Suddenly, several years ago, we learn that the ONYX broadsheets have been collected at Frac Centre in Orleans, the design museum of France. They are all there with our real names. Including the beautiful musings of Mike Hinge. Then, we hear from a Phd candidate in Art History from Princeton who is doing her thesis on ONYX. Finally, two years ago, the Walker Art Center announces its plans for “Hippie Modernism: the Struggle for Utopia.” We are invited.




Andrew Blauvelt, the show’s originator and curator notes in his introduction:

"Hippie Modernism marks the tension between the modern characterized as universal, timeless, rational, and progressive, and its countercultural other, which adopts a more local, timely, emotive and often irreverent, and radical disposition . . . . The hippie modern is not invoked to delineate a style, but rather to denote a historical moment ­– the creative eruption of the countercultural period that brackets  between the Merry Pranksters" cross-country acid trip and the OPEC oil embargo of 1973 . . . ."

In their catalog essay, Agency and Urgency: The Medium and its Message, Larraine Wild and David Karwan write:

"The major cultural impulses that we now associate with the interrelated social revolutions of the mid-to-late '60s—the antiwar, civil rights, and feminist movements, driven by new ideas of personal liberations and communal engagement — were all supported by inventive and homegrown graphic design . . . focused primarily on the urgency of their communication . . . . Content drove the work . . . multiple modes of illustration, collage, and hand-drawing . . . convey the utopian social and/or political goals of the counterculture"

The Walker show is loosely organized around themes stated in Timothy Leary’s famous dictate: “Turn on, Tune in and Drop out.” The first section explores the notion of expanding individual consciousness through drugs or technological or spiritual means. The second section, “tune in” explores the notion of social awareness and collective consciousness and action with particular attention paid to the role of books, magazines, posters and prints: ONYX, Scanlons, The Whole Earth Catalog. The third: “drop out” is addressed through a diverse range of refusals: Drop City, Ant Farm’s Truck Stop Network.

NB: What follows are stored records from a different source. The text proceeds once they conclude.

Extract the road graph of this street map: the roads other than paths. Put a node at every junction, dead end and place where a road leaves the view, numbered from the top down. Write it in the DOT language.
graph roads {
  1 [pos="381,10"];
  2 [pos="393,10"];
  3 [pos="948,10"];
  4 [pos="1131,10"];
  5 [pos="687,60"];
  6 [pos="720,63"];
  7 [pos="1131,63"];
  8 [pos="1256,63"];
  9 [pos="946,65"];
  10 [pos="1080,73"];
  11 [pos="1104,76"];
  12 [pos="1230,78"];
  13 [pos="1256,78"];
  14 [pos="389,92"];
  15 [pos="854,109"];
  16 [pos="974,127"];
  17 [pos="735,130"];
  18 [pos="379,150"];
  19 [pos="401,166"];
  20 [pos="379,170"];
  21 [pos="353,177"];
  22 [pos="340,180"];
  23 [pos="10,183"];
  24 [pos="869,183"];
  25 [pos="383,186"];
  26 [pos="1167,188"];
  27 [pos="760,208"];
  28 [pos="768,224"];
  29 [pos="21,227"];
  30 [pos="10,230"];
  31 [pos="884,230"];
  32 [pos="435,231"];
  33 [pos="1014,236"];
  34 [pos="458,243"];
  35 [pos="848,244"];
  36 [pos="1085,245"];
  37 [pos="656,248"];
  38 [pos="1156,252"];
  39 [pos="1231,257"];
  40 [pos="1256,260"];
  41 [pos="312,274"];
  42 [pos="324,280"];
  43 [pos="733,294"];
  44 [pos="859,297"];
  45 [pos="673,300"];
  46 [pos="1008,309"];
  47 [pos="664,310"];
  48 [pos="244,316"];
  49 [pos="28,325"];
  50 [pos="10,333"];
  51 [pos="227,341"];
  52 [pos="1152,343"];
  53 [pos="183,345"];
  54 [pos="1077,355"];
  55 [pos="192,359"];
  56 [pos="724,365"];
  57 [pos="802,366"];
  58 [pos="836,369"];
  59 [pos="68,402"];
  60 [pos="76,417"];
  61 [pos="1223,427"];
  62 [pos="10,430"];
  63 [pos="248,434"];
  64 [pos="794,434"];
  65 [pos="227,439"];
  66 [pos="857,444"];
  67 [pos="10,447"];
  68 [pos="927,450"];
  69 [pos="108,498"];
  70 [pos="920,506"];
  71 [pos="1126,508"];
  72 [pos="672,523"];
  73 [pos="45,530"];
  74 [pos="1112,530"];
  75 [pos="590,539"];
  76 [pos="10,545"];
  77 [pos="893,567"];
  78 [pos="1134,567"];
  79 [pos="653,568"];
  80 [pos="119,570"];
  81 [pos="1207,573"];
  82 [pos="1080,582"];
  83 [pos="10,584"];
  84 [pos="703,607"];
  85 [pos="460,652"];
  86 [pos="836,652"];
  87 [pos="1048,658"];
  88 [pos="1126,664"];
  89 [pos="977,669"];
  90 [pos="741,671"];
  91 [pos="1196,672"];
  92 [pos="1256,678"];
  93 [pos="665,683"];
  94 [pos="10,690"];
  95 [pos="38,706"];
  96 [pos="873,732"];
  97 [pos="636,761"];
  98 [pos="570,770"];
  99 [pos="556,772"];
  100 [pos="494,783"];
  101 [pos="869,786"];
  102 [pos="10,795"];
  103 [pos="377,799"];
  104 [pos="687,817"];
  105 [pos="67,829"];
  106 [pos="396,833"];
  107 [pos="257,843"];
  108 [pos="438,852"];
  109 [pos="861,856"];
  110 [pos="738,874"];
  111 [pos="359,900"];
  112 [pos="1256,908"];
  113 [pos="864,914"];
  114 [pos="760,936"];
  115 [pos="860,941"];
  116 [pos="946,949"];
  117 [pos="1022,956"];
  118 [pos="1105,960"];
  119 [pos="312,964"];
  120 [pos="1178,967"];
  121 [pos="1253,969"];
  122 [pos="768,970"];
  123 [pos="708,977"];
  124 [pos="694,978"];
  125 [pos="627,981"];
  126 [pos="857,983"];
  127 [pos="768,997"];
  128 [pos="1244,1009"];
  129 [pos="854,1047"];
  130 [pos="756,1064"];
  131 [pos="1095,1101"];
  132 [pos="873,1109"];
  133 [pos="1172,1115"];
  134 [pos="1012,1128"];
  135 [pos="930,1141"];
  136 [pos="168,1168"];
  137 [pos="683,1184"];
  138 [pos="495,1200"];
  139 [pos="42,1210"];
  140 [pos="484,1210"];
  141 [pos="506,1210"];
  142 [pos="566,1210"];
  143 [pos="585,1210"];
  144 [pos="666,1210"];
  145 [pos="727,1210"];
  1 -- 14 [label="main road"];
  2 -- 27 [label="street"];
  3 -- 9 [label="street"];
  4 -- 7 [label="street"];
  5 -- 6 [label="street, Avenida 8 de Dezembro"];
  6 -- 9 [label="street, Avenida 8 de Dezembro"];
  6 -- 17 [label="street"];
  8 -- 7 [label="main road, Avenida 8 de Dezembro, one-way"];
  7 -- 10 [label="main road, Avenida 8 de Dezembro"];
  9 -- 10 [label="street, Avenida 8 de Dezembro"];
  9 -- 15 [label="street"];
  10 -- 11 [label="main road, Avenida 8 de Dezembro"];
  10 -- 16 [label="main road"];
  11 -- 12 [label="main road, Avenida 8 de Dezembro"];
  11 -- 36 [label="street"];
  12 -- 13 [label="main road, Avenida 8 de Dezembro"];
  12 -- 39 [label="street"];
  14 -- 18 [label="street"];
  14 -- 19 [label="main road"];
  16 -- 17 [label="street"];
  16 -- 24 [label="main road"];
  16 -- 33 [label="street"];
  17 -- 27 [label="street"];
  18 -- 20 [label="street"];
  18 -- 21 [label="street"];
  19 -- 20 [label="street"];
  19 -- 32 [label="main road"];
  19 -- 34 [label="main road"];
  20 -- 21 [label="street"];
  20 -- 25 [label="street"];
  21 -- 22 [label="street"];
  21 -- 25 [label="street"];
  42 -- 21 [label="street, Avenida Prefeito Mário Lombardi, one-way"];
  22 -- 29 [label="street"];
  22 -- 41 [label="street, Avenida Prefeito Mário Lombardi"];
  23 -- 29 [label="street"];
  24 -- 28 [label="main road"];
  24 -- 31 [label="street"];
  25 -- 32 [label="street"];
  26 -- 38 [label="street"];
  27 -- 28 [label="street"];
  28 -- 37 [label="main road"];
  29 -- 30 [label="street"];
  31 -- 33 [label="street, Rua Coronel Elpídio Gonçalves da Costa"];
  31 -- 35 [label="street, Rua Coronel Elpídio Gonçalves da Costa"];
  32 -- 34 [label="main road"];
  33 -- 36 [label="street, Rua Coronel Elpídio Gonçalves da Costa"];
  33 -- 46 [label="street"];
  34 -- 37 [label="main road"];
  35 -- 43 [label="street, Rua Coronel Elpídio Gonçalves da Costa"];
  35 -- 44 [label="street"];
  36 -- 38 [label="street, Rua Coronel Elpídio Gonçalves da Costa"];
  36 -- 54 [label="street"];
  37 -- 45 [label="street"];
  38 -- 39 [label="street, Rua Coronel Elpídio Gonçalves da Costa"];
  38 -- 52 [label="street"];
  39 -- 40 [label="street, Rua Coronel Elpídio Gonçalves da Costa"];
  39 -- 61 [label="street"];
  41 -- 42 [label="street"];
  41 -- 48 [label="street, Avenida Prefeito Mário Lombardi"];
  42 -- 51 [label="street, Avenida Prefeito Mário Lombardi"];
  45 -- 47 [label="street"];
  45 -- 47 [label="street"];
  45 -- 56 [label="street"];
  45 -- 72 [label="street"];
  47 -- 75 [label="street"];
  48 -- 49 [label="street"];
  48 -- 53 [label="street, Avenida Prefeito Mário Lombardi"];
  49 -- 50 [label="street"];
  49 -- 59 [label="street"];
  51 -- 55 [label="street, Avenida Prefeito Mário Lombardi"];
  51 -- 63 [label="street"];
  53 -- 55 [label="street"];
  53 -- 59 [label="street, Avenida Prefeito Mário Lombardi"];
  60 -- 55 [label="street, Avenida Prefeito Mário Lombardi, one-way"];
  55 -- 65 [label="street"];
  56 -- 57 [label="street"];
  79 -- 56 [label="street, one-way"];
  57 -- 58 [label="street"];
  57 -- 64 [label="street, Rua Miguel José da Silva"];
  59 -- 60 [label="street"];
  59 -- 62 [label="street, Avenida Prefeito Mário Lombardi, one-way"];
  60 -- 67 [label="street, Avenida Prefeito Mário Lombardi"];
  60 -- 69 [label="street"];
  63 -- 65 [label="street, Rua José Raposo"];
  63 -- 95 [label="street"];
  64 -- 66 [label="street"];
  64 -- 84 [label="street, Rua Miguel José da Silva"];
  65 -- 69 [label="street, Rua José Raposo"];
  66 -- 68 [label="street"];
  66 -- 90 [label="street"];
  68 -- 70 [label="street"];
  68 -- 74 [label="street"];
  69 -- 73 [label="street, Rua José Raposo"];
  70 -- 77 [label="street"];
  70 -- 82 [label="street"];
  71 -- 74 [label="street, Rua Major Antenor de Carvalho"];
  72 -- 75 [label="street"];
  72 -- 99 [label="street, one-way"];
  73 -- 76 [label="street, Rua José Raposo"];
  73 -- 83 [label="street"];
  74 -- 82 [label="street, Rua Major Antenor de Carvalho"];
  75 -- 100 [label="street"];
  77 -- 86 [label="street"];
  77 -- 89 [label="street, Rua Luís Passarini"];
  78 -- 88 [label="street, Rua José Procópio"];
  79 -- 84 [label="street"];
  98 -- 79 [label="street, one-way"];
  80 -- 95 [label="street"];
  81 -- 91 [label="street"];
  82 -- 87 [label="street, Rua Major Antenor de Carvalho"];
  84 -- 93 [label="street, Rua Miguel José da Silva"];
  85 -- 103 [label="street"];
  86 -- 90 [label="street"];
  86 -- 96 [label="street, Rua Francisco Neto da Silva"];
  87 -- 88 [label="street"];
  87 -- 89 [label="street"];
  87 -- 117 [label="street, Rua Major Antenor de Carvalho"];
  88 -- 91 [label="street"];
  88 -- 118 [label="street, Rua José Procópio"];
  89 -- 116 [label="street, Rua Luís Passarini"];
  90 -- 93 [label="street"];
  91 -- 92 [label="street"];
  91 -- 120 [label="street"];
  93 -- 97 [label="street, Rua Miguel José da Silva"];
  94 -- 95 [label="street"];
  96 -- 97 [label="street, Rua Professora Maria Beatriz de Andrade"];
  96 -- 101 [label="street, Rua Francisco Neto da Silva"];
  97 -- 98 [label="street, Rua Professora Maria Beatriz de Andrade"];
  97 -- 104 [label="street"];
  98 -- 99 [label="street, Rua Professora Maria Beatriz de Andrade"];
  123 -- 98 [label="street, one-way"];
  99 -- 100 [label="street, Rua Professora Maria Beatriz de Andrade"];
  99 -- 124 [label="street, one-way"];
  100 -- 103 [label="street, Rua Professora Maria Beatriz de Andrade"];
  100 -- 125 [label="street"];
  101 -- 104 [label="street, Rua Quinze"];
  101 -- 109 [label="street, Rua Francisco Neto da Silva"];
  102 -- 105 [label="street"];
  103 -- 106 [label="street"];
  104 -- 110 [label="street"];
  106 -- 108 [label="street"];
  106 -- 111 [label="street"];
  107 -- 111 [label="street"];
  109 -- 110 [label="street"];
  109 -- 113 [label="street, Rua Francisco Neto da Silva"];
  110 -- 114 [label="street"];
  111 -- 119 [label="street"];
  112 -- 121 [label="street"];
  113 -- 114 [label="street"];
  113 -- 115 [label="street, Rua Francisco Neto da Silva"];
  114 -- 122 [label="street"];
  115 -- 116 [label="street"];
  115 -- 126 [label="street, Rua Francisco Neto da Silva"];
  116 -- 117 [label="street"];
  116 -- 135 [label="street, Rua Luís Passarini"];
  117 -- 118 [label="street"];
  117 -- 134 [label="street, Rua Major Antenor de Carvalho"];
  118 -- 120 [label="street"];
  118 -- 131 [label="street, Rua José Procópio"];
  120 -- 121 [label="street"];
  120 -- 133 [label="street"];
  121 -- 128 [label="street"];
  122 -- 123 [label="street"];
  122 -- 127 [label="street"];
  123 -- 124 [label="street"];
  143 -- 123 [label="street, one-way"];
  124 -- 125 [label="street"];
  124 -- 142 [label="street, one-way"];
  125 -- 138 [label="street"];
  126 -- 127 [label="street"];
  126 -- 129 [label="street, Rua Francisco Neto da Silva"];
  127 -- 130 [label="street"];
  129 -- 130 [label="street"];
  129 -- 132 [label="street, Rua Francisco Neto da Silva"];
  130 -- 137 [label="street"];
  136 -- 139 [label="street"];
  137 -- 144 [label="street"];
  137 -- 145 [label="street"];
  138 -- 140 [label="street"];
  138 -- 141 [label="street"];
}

At the show’s opening, hundreds of locals attended the midnight party - many in Hippie dress. Exhibitors were relatively few, as many have passed on or were unable to travel. During an afternoon discussion, one of the Drop City builders protested his bad reputation for buildings that leak when he demurred: “We were not building houses, we were making ART.” The show is as dense as the catalog and will travel to Cranbrook this summer and on to Berkley next winter.